EXERCISE GOAL> Copy out each line of the data that contains "labels".

DATA FOR REVIEW>

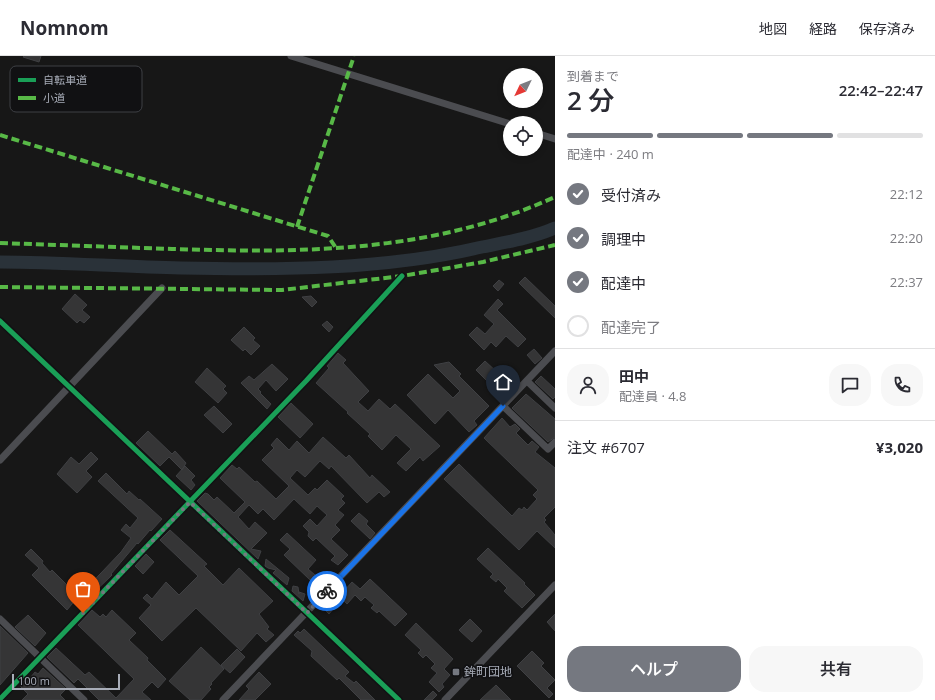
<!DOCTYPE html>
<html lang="ja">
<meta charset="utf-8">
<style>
body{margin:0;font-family:"Open Sans","Noto Sans JP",sans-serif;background:#f7f7f7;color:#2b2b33;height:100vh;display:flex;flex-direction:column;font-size:15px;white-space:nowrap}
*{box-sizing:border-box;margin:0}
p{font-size:13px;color:#7c7c81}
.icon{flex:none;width:22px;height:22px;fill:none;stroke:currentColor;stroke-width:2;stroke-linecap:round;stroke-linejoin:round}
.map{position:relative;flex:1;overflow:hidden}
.panel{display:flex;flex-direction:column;background:#fff;width:380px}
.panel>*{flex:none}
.needle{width:26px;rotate:227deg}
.fabs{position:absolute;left:503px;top:12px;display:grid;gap:8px}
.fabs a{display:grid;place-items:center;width:40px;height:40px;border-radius:50%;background:#fff;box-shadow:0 2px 6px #0003;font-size:20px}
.scale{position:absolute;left:12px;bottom:10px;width:108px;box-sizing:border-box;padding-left:4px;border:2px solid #a8adb8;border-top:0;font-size:11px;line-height:14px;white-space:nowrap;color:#a8adb8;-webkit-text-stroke:3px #111113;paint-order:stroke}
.pin{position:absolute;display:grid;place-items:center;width:34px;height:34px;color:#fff;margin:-41px -17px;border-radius:50% 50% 50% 0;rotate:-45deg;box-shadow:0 0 4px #0007}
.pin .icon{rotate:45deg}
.courier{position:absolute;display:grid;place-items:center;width:40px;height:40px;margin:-20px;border:3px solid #1a73e8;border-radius:50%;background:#fff;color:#222;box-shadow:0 1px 5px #0007}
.summary em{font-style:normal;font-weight:600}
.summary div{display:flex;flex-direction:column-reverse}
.summary{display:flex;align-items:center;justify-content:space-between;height:68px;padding:0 12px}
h1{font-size:26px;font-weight:600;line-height:30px}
.bar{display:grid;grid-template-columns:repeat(4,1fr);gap:6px 4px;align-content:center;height:48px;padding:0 12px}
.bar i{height:5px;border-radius:3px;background:#e1e1e2}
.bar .current{background:#757880}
.bar p{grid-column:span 4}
.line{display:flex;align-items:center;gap:10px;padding:0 12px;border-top:1px solid #e1e1e2}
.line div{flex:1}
.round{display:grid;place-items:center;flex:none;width:42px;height:42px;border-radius:16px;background:#f7f7f7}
ol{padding:0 12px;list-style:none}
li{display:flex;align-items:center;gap:12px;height:44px}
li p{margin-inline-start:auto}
li .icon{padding:4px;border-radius:50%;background:#757880;color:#fff;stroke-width:4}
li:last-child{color:#7c7c81}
li i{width:22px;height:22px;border:2px solid #e1e1e2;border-radius:50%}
.cta{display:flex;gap:8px;margin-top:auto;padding:8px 12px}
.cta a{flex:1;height:46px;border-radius:16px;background:#757880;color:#fff;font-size:16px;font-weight:600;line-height:46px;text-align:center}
.cta a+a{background:#f7f7f7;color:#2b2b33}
header{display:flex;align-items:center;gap:24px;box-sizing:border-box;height:56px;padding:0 20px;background:#fff;border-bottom:1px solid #e1e1e2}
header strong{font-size:19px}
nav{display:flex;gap:22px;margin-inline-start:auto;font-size:14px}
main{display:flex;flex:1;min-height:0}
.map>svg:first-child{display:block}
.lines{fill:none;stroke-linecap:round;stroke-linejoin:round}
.river{stroke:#2a3239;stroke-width:13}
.building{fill:#353536;stroke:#3f4043}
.street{stroke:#4b4c50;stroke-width:7}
.quiet{stroke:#58b947;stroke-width:4;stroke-dasharray:8 4;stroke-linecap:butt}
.cycleway-casing{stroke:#111113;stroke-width:8}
.cycleway{stroke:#1a9f57;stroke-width:5}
.done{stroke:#757880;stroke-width:4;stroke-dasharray:0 7.2}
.route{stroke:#1a73e8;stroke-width:5}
.poi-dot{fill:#757880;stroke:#111113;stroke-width:1.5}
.labels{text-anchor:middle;stroke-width:3.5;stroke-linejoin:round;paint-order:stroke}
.poi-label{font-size:12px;fill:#a8adb8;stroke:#111113;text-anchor:start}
.key{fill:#111113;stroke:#3e4045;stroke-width:1}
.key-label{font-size:11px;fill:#a8adb8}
</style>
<header>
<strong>Nomnom</strong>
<nav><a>地図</a><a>経路</a><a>保存済み</a></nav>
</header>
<main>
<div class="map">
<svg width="555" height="644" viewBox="0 0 555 644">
<rect width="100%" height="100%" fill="#171717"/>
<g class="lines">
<!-- river -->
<path class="river" d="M 0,206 C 61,206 121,211 181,212 C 282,214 384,214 482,191 C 507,186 532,182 555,172"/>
</g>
<!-- building -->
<path class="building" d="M 24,0 L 41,0 L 39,6 L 23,1 Z
M 525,221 L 555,250 L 555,262 L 519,227 Z
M 499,224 L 504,228 L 498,235 L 493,230 Z
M 75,238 L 87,249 L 82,254 L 90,261 L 84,267 L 80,264 L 77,267 L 62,253 Z
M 311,240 L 317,246 L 312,251 L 302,241 Z
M 498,243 L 503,248 L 497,254 L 526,283 L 518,291 L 506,280 L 496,291 L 491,286 L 484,294 L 469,279 L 477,271 L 485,278 L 494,268 L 484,259 Z
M 327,265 L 333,271 L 329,276 L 322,269 Z
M 244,271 L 255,282 L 253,284 L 260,290 L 251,299 L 245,293 L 243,295 L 231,284 Z
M 534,293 L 542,302 L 535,308 L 527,299 Z
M 338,297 L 346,304 L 343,307 L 369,335 L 358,346 L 368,355 L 379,343 L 390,353 L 395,348 L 440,390 L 423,405 L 420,401 L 406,415 L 397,407 L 411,393 L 396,379 L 382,394 L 368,380 L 370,378 L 347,357 L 348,356 L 316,327 L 329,312 L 327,310 Z
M 485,305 L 510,328 L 500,338 L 476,314 Z
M 449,306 L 461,318 L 459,320 L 489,350 L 474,365 L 477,369 L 469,376 L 448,354 L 435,368 L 407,339 L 428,318 L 453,342 L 460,335 L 434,309 Z
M 272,308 L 288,323 L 276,335 L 266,324 L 258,333 L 261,336 L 260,337 L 271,348 L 267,353 L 241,327 L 249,320 L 254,324 Z
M 207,312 L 226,330 L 223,333 L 227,337 L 218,347 L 195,326 Z
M 541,320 L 555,333 L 555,341 L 553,343 L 535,326 Z
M 526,338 L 555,363 L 555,381 L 548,386 L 512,352 Z
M 291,347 L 313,368 L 300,382 L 278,361 Z
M 214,350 L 232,368 L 223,377 L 204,359 Z
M 502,362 L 510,371 L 515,368 L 520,373 L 516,377 L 528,389 L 532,385 L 539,391 L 535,396 L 555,412 L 555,451 L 544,462 L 546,464 L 544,466 L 555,479 L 555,492 L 537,475 L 519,494 L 444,423 L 459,408 L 512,460 L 519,452 L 522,454 L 524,451 L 527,454 L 537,443 L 533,439 L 538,434 L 484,382 Z
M 148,375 L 172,398 L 175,395 L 186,407 L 182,414 L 169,401 L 160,410 L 136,387 Z
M 323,381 L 346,402 L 349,399 L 370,422 L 372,419 L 390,436 L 384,441 L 379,436 L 367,447 L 331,410 L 329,413 L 320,405 L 305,421 L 297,414 L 290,422 L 308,439 L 315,432 L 317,434 L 327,424 L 344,440 L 341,443 L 345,447 L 338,454 L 344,459 L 335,469 L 340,474 L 331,483 L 348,499 L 338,509 L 331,504 L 335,500 L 316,482 L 313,485 L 308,480 L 309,476 L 303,470 L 310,463 L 317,470 L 327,459 L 317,450 L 310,458 L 294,443 L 274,464 L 263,453 L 258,458 L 249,449 L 238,461 L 249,473 L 255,466 L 267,477 L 251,493 L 261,495 L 258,503 L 197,445 L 205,437 L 208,438 L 214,444 L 217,441 L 234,457 L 245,446 L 220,422 L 232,409 L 237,413 L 239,411 L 255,426 L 257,425 L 276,443 L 289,430 L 262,404 L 274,392 L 271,389 L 277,382 L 289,394 L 297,385 L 309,397 Z
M 91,396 L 98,403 L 86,415 L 92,421 L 77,437 L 57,418 L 71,401 L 79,408 Z
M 185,410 L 195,420 L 191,424 L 195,429 L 191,434 L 176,420 Z
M 106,417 L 127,438 L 129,435 L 139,444 L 140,443 L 162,463 L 151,475 L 150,474 L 138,488 L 137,487 L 111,518 L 112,519 L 86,544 L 80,539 L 121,496 L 131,482 L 121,474 L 126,468 L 130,472 L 138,462 L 98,425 Z
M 359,457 L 368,465 L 366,468 L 375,477 L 370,483 L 351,465 Z
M 170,474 L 207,508 L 204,510 L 223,529 L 239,512 L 273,545 L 259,558 L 269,571 L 267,573 L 274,579 L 266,586 L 257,577 L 241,595 L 196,552 L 162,585 L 139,562 L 151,549 L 143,542 L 147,538 L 152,543 L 166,526 L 179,539 L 198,520 L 160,484 Z
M 287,477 L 316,504 L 308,513 L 315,519 L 310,524 L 284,499 L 290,493 L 280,484 Z
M 488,492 L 525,527 L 524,528 L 535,539 L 522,552 L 504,535 L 507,532 L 498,523 L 496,526 L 490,521 L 493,518 L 477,503 Z
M 31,493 L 43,505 L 42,507 L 50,516 L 52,514 L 73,535 L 77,531 L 82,536 L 67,554 L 32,519 L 39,512 L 25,499 Z
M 146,498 L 154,506 L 143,518 L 135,510 Z
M 266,503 L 289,522 L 287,529 L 273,517 L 276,514 L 268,512 L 265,510 Z
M 370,523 L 407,558 L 395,570 L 379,555 L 377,557 L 371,552 L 374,549 L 365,541 L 361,545 L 355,539 L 347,548 L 341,542 L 331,551 L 333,553 L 329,558 L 322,551 L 341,533 L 344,535 L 352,526 L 360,533 Z
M 293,530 L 298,531 L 299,538 L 299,536 L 305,538 L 303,545 L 292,535 Z
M 92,554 L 100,561 L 103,558 L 106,561 L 112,554 L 136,577 L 129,584 L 148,602 L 147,604 L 166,623 L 158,632 L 152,626 L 142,636 L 151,644 L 99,644 L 78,623 L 74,627 L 47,601 L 56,592 L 85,619 L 89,616 L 116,642 L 134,623 L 78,569 Z
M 555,558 L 555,575 L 547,566 Z
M 28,559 L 46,577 L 35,590 L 15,571 Z
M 470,563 L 482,575 L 472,586 L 459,574 Z
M 416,567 L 453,603 L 444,613 L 450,619 L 442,628 L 444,631 L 439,636 L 429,626 L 437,617 L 431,612 L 435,608 L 426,599 L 423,602 L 418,597 L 421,594 L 405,579 Z
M 0,570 L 28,597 L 0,629 Z
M 304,573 L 349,616 L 345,620 L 354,627 L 356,625 L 375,644 L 361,644 L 339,622 L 337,624 L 311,600 L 312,595 L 294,579 L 298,575 L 300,577 Z
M 201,591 L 224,613 L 211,627 L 212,628 L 209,631 L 211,633 L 201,644 L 190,644 L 169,625 Z
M 237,593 L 245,601 L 230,617 L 221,609 Z
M 532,595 L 544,607 L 541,610 L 555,624 L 547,632 L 553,638 L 549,642 L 517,610 Z
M 43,612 L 66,633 L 60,639 L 65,644 L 22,644 L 28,638 L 20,630 L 24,625 L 26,627 L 35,616 L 38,618 Z
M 259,616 L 271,628 L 255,644 L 239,644 L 249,633 L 246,630 Z
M 496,629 L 511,644 L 480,644 Z
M 433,635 L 437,639 L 432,644 L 424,644 Z"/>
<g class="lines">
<!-- street -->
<path class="street" d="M 291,0 L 510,68
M 536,77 L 555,83
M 0,265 L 399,644
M 527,325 L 555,352
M 503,350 L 548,393 L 555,386
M 0,404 L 162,232
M 0,563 L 84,644
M 0,643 L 306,325 L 402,220
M 223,644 L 555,295
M 445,644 L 555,529"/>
<!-- quiet -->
<path class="quiet" d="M 0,79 L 328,180 L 336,192
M 297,171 L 354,0
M 0,187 C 57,189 115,191 172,193 C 305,197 431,197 555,141
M 0,231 L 282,234 L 402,220 L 483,206 L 555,189"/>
<!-- cycleway casing -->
<g class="cycleway-casing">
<path id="cycleway" d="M 0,265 L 399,644
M 0,643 L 306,325 L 402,220"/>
</g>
<!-- cycleway -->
<use href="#cycleway" class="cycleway"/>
</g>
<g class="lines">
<!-- done -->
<path class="done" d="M 83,557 L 190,446 L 307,557 L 327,535"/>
<!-- route -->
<path class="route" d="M 327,535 L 503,350"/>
</g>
<!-- markers -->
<rect class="poi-dot" x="452" y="612" width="8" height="8" rx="2"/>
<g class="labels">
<!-- poi labels -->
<g class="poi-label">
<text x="464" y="620">鉾町団地</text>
</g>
</g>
<!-- legend -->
<rect x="10" y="10" width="132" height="46" rx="6" class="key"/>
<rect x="18" y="22" width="18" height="4" fill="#1a9f57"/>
<rect x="18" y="40" width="18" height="4" fill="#58b947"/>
<g class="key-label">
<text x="43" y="28">自転車道</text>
<text x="43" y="46">小道</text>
</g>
</svg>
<div class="fabs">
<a><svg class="needle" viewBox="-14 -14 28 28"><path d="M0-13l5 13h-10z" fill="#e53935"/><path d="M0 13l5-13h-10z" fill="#7c7c81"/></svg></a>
<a><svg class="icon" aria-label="locate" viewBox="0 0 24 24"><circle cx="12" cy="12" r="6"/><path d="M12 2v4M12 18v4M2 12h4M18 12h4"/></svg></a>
</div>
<div class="scale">100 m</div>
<div class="pin" style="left:83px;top:557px;background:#ea580c"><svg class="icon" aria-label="bag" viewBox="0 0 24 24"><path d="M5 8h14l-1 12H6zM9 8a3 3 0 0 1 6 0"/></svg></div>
<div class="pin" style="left:503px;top:350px;background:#1f2937"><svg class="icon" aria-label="home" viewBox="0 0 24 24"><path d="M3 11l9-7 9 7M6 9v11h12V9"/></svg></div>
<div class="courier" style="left:327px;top:535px"><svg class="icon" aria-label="bike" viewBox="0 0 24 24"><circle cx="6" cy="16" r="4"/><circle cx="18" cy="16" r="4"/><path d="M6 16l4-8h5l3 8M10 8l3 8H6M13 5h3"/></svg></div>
</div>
<section class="panel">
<div class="summary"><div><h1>2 分</h1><p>到着まで</p></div><em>22:42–22:47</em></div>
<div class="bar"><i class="current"></i><i class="current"></i><i class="current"></i><i></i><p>配達中 · 240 m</p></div>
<ol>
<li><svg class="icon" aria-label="check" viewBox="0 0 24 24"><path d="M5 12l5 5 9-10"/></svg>受付済み<p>22:12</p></li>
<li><svg class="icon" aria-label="check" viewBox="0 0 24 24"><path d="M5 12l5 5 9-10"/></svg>調理中<p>22:20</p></li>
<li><svg class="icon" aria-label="check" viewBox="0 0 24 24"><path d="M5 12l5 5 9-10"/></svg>配達中<p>22:37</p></li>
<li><i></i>配達完了</li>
</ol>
<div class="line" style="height:72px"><a class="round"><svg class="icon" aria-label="person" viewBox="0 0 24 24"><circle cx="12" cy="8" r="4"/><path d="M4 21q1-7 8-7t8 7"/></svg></a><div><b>田中</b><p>配達員 · 4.8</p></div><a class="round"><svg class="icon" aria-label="chat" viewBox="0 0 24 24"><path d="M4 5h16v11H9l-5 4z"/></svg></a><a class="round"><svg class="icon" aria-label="phone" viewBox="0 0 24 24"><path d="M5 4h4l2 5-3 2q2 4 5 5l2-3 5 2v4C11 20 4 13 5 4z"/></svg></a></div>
<div class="line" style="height:52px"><div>注文 #6707</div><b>¥3,020</b></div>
<div class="cta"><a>ヘルプ</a><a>共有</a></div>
</section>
</main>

OUTPUT OF THE EXERCISE>
.labels{text-anchor:middle;stroke-width:3.5;stroke-linejoin:round;paint-order:stroke}
<g class="labels">
<!-- poi labels -->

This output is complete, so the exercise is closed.